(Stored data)
☆ ☆ ☆ ☆ ☆ ☆ ☆
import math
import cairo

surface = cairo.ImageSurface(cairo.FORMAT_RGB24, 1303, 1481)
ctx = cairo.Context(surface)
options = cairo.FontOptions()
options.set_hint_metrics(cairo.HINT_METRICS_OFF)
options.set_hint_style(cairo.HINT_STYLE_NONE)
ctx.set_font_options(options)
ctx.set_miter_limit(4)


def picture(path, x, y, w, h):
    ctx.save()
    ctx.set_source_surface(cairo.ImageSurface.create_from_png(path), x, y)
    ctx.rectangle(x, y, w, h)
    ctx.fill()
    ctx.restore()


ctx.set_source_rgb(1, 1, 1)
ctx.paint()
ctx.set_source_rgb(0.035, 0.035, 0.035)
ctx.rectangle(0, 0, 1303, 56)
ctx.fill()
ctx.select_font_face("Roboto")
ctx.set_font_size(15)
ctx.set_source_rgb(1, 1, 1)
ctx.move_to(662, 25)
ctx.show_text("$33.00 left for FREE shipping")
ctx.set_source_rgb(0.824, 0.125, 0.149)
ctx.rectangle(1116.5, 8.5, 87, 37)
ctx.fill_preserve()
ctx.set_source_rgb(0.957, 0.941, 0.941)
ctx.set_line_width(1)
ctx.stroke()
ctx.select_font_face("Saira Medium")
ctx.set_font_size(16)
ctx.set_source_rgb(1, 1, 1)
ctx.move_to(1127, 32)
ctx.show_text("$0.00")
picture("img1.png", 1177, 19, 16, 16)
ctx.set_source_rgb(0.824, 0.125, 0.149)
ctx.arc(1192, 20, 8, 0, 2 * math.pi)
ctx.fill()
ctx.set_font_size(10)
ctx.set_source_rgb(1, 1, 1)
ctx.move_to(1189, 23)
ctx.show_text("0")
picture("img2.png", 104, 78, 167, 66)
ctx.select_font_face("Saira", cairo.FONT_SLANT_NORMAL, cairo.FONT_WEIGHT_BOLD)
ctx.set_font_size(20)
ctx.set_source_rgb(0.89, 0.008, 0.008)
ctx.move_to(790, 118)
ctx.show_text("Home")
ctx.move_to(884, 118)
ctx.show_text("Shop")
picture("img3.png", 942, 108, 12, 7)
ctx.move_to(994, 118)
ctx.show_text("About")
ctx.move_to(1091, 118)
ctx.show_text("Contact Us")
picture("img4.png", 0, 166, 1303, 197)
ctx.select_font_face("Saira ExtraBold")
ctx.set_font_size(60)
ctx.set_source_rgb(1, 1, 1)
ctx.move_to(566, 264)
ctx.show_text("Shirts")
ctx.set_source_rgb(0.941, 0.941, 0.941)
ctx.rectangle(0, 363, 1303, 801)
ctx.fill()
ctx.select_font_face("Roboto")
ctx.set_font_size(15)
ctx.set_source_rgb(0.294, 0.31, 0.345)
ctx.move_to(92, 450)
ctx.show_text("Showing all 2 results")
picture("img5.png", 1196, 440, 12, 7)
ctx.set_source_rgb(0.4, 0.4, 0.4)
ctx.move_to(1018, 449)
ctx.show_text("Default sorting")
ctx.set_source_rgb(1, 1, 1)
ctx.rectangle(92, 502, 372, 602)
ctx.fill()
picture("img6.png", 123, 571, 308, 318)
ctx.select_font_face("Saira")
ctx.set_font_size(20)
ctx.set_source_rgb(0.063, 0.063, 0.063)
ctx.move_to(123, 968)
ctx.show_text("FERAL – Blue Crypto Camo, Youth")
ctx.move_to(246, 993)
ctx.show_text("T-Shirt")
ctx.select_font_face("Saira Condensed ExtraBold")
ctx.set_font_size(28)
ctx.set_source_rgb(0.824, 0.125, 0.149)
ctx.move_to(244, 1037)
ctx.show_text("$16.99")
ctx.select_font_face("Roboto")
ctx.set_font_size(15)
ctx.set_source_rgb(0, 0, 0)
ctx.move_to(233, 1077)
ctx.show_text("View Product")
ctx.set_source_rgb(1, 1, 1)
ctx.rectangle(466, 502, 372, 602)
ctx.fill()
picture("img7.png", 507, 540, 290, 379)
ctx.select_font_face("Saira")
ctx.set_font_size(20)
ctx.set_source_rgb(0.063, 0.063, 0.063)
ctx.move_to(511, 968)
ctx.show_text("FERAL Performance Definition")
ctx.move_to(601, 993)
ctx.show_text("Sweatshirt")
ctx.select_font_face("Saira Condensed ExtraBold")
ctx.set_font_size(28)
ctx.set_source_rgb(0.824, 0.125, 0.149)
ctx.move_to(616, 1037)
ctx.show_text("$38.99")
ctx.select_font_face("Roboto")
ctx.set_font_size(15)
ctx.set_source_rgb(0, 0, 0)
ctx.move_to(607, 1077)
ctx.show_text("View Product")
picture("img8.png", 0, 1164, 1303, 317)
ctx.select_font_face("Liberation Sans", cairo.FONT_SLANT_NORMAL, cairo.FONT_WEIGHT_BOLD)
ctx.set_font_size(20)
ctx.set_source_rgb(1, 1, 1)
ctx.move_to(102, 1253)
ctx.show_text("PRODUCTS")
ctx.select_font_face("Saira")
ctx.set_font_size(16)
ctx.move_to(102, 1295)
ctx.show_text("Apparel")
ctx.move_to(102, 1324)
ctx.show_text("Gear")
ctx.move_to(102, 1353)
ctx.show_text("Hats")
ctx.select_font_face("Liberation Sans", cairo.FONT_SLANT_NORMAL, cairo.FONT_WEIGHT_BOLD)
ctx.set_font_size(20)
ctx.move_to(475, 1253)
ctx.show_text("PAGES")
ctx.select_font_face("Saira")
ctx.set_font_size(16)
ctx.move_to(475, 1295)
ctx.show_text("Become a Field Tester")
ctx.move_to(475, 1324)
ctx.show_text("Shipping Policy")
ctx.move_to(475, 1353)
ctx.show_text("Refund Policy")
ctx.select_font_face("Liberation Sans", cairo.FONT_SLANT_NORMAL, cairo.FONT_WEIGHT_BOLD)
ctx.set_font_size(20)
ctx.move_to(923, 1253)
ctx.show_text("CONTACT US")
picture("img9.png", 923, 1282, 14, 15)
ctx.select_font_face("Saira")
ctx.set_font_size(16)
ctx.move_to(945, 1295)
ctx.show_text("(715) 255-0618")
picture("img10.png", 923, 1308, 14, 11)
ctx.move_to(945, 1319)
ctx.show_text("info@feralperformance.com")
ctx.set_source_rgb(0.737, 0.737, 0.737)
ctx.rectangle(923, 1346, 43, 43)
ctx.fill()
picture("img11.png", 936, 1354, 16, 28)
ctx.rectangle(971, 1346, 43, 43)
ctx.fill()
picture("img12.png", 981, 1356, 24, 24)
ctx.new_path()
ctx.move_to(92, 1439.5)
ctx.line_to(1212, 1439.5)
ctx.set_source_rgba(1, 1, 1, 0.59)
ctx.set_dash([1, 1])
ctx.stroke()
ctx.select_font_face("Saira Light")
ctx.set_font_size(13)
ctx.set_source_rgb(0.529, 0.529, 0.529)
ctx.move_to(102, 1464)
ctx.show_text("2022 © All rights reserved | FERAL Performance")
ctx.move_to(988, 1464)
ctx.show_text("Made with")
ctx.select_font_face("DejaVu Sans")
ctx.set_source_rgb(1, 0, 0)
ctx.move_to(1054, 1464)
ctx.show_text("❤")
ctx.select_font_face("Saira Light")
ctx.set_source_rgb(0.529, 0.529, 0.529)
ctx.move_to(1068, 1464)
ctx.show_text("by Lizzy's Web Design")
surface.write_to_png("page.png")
☆ ☆ ☆ ☆ ☆ ☆ ☆
• Task requirements
Out of the data above, transcribe exactly and only the lines starting with the line that has "ctx.set_source_rgb(0.957, 0.941, 0.941)" and going on through the line that has "ctx.move_to(233, 1077)", both included.

• Exercise response
ctx.set_source_rgb(0.957, 0.941, 0.941)
ctx.set_line_width(1)
ctx.stroke()
ctx.select_font_face("Saira Medium")
ctx.set_font_size(16)
ctx.set_source_rgb(1, 1, 1)
ctx.move_to(1127, 32)
ctx.show_text("$0.00")
picture("img1.png", 1177, 19, 16, 16)
ctx.set_source_rgb(0.824, 0.125, 0.149)
ctx.arc(1192, 20, 8, 0, 2 * math.pi)
ctx.fill()
ctx.set_font_size(10)
ctx.set_source_rgb(1, 1, 1)
ctx.move_to(1189, 23)
ctx.show_text("0")
picture("img2.png", 104, 78, 167, 66)
ctx.select_font_face("Saira", cairo.FONT_SLANT_NORMAL, cairo.FONT_WEIGHT_BOLD)
ctx.set_font_size(20)
ctx.set_source_rgb(0.89, 0.008, 0.008)
ctx.move_to(790, 118)
ctx.show_text("Home")
ctx.move_to(884, 118)
ctx.show_text("Shop")
picture("img3.png", 942, 108, 12, 7)
ctx.move_to(994, 118)
ctx.show_text("About")
ctx.move_to(1091, 118)
ctx.show_text("Contact Us")
picture("img4.png", 0, 166, 1303, 197)
ctx.select_font_face("Saira ExtraBold")
ctx.set_font_size(60)
ctx.set_source_rgb(1, 1, 1)
ctx.move_to(566, 264)
ctx.show_text("Shirts")
ctx.set_source_rgb(0.941, 0.941, 0.941)
ctx.rectangle(0, 363, 1303, 801)
ctx.fill()
ctx.select_font_face("Roboto")
ctx.set_font_size(15)
ctx.set_source_rgb(0.294, 0.31, 0.345)
ctx.move_to(92, 450)
ctx.show_text("Showing all 2 results")
picture("img5.png", 1196, 440, 12, 7)
ctx.set_source_rgb(0.4, 0.4, 0.4)
ctx.move_to(1018, 449)
ctx.show_text("Default sorting")
ctx.set_source_rgb(1, 1, 1)
ctx.rectangle(92, 502, 372, 602)
ctx.fill()
picture("img6.png", 123, 571, 308, 318)
ctx.select_font_face("Saira")
ctx.set_font_size(20)
ctx.set_source_rgb(0.063, 0.063, 0.063)
ctx.move_to(123, 968)
ctx.show_text("FERAL – Blue Crypto Camo, Youth")
ctx.move_to(246, 993)
ctx.show_text("T-Shirt")
ctx.select_font_face("Saira Condensed ExtraBold")
ctx.set_font_size(28)
ctx.set_source_rgb(0.824, 0.125, 0.149)
ctx.move_to(244, 1037)
ctx.show_text("$16.99")
ctx.select_font_face("Roboto")
ctx.set_font_size(15)
ctx.set_source_rgb(0, 0, 0)
ctx.move_to(233, 1077)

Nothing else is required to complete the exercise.